▸ **EXERCISE REQUIREMENTS**:
Copy each line from the data that has the word "sheet" in it.
[RECORDS Boundary: Start]
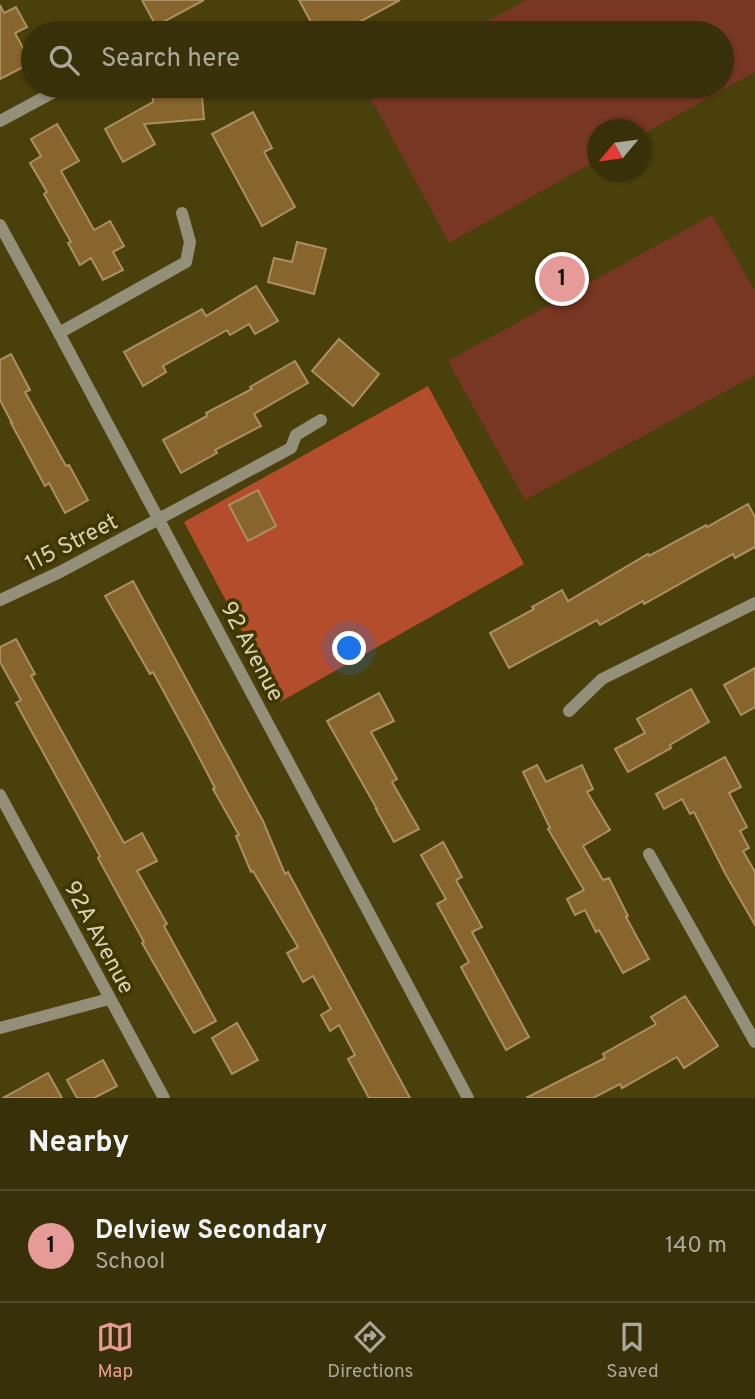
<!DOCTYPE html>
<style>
:root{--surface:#383008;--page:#433c16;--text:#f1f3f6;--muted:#aba99c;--line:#524b29;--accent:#e69b98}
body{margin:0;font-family:Overpass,sans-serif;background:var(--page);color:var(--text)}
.compass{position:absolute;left:587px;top:119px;width:63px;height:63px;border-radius:50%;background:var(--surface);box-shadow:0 2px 5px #0004;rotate:241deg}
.you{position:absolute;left:350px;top:649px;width:24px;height:24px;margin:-18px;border:5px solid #fff;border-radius:50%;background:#1a73e8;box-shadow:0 0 0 10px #1a73e833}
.badge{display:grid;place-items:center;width:46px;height:46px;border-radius:50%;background:var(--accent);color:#111;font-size:23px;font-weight:700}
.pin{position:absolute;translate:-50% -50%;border:4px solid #fff;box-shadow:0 2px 7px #0006}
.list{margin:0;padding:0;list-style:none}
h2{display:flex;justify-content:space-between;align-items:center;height:91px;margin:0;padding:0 28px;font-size:30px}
h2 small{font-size:23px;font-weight:400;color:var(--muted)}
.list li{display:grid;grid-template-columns:46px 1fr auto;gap:21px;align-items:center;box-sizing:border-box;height:112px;padding:0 28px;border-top:2px solid var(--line)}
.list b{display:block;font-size:26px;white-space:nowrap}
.list p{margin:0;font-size:23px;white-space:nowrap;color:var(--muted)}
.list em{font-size:23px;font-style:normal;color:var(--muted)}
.icon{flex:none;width:38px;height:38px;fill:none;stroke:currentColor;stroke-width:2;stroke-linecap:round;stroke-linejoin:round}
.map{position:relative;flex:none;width:755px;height:1098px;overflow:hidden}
.search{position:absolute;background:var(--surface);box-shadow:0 2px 5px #0004;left:21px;right:21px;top:21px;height:77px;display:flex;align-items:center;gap:18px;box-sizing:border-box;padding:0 24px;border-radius:38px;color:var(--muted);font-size:26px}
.sheet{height:203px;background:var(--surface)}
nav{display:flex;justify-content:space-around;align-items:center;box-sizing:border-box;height:98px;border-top:2px solid var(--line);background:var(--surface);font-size:19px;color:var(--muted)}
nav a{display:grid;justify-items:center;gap:4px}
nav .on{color:var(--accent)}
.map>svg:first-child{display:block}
.green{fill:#773723}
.forest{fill:#b44d2c}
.building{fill:#87652d;stroke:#ac8f62;stroke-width:2}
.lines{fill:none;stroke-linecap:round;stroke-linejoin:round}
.minor{stroke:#938f79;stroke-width:12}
.labels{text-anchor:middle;stroke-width:7;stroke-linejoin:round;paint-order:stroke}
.street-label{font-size:23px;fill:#d7d2b8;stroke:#403600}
</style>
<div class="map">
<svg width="755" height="1098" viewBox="0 0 755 1098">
<rect width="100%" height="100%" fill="#4a400b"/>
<!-- green -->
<g class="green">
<path d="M 526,0 L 755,0 L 755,72 L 640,136 L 640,130 L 598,130 L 597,160 L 449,243 L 366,89 L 372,86 L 722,86 L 722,33 L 466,33 Z"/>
<path d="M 712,215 L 755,291 L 755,375 L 525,500 L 448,361 Z"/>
</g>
<!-- forest -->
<path class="forest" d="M 428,386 L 524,564 L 280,702 L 184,522 Z"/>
<!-- building -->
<g class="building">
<path d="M 142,0 L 204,0 L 156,26 Z"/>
<path d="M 299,0 L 400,0 L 339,33 L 317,33 Z"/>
<path d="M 0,5 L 4,13 L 16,7 L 27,27 L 15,33 L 31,63 L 0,79 Z"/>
<path d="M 152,86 L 201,86 L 204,119 L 144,124 L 155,144 L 123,162 L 105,129 L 153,102 Z"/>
<path d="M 253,112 L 272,148 L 264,152 L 295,207 L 262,226 L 212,134 Z"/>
<path d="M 57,124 L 79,161 L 61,171 L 94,230 L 110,221 L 124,246 L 113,252 L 123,270 L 103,280 L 91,258 L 80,265 L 68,243 L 71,242 L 44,194 L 47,192 L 30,163 L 41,156 L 31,139 Z"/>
<path d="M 297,242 L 326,249 L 314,294 L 268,282 L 274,258 L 292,262 Z"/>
<path d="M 256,286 L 278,321 L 255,334 L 249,324 L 230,335 L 227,330 L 163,366 L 166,372 L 143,386 L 124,352 L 202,309 L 206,316 Z"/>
<path d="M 339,339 L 379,374 L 353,406 L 312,371 Z"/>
<path d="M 11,354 L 30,390 L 25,392 L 66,466 L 69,465 L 88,500 L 65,513 L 49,483 L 45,486 L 11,423 L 12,423 L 0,400 L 0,360 Z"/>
<path d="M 295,361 L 308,383 L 254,414 L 261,426 L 215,450 L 217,453 L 181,473 L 163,440 L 207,416 L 206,413 L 252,389 L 250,387 Z"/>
<path d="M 258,490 L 276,526 L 248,541 L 229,505 Z"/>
<path d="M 748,504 L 755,517 L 755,547 L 735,558 L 733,554 L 644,604 L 643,601 L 600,625 L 597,620 L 509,668 L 490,633 L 534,609 L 532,607 L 562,590 L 568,601 L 648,554 L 649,556 L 706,525 L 707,527 Z"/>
<path d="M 133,581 L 263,821 L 285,874 L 288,872 L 410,1098 L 369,1098 L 348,1059 L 355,1055 L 339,1025 L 330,1031 L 321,1015 L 331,1009 L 313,976 L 303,982 L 287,953 L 298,947 L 253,871 L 251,872 L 236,836 L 239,835 L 213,789 L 215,788 L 189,738 L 153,672 L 150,674 L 105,596 Z"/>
<path d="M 16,639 L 35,674 L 31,676 L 124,843 L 142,833 L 157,861 L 137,871 L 167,924 L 164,926 L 216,1021 L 194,1033 L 142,943 L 144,942 L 98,858 L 100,856 L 16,703 L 21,700 L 0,662 L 0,647 Z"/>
<path d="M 755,668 L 755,707 L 741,715 L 724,685 Z"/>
<path d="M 691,689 L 709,722 L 670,745 L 671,748 L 628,772 L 615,749 L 645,733 L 637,719 Z"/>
<path d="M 379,693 L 394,721 L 371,732 L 397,779 L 392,782 L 419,829 L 394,842 L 376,809 L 377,809 L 327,721 Z"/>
<path d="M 725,757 L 741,787 L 729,793 L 747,827 L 740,831 L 749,848 L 743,851 L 755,872 L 755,925 L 725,873 L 694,812 L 690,814 L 682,799 L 664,809 L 656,794 Z"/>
<path d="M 537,765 L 546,782 L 582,765 L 593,789 L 587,792 L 610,830 L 583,846 L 603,880 L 609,878 L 628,916 L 626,917 L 649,959 L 623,973 L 599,930 L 596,932 L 585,910 L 575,915 L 567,899 L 584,890 L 548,829 L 550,828 L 523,772 Z"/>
<path d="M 443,842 L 462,877 L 456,880 L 482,927 L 472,932 L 529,1037 L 506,1050 L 461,967 L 469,962 L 437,904 L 446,899 L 421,855 Z"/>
<path d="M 685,996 L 718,1046 L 684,1068 L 677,1057 L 622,1088 L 620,1084 L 593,1098 L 526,1098 L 605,1058 L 603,1054 L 656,1024 L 651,1017 Z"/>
<path d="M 237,1023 L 258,1060 L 232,1074 L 212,1038 Z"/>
<path d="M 103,1060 L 117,1086 L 94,1098 L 77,1098 L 67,1080 Z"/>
<path d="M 48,1073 L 62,1098 L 3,1098 Z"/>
</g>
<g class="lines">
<!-- minor -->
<g class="minor">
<path d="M 0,121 L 65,86"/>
<path d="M 0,225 L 59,333 L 468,1098"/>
<path d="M 59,333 L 186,262 L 190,242 L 182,213"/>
<path d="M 0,600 L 60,572 L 291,448 L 296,435 L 321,420"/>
<path d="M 569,711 L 602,679 L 755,603"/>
<path d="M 0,795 L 164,1098"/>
<path d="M 649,854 L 755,1042"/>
<path d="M 0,1028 L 109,999"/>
</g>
</g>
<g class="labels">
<!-- street labels -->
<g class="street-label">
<text transform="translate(71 542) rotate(-27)" y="8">115 Street</text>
<text transform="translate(253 651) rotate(62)" y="8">92 Avenue</text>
<text transform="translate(100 937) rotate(62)" y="8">92A Avenue</text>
</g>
</g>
</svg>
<svg class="compass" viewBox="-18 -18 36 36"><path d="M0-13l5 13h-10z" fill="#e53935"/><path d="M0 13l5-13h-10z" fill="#aba99c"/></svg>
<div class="you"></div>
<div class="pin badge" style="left:562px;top:279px">1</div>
<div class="search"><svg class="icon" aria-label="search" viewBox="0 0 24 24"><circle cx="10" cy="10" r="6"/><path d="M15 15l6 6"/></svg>Search here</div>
</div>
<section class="sheet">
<h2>Nearby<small></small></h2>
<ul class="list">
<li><span class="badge">1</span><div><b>Delview Secondary</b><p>School</p></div><em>140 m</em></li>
</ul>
</section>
<nav>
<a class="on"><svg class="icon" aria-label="map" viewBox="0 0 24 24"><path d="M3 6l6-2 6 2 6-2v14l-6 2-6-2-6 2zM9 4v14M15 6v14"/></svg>Map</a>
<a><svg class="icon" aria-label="directions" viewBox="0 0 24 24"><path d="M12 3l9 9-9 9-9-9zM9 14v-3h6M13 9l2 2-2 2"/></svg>Directions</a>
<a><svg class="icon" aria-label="saved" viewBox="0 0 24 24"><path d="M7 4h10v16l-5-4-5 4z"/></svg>Saved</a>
</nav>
[RECORDS Boundary: End]
▸ **EXPECTED OUTPUT**:
.sheet{height:203px;background:var(--surface)}
<section class="sheet">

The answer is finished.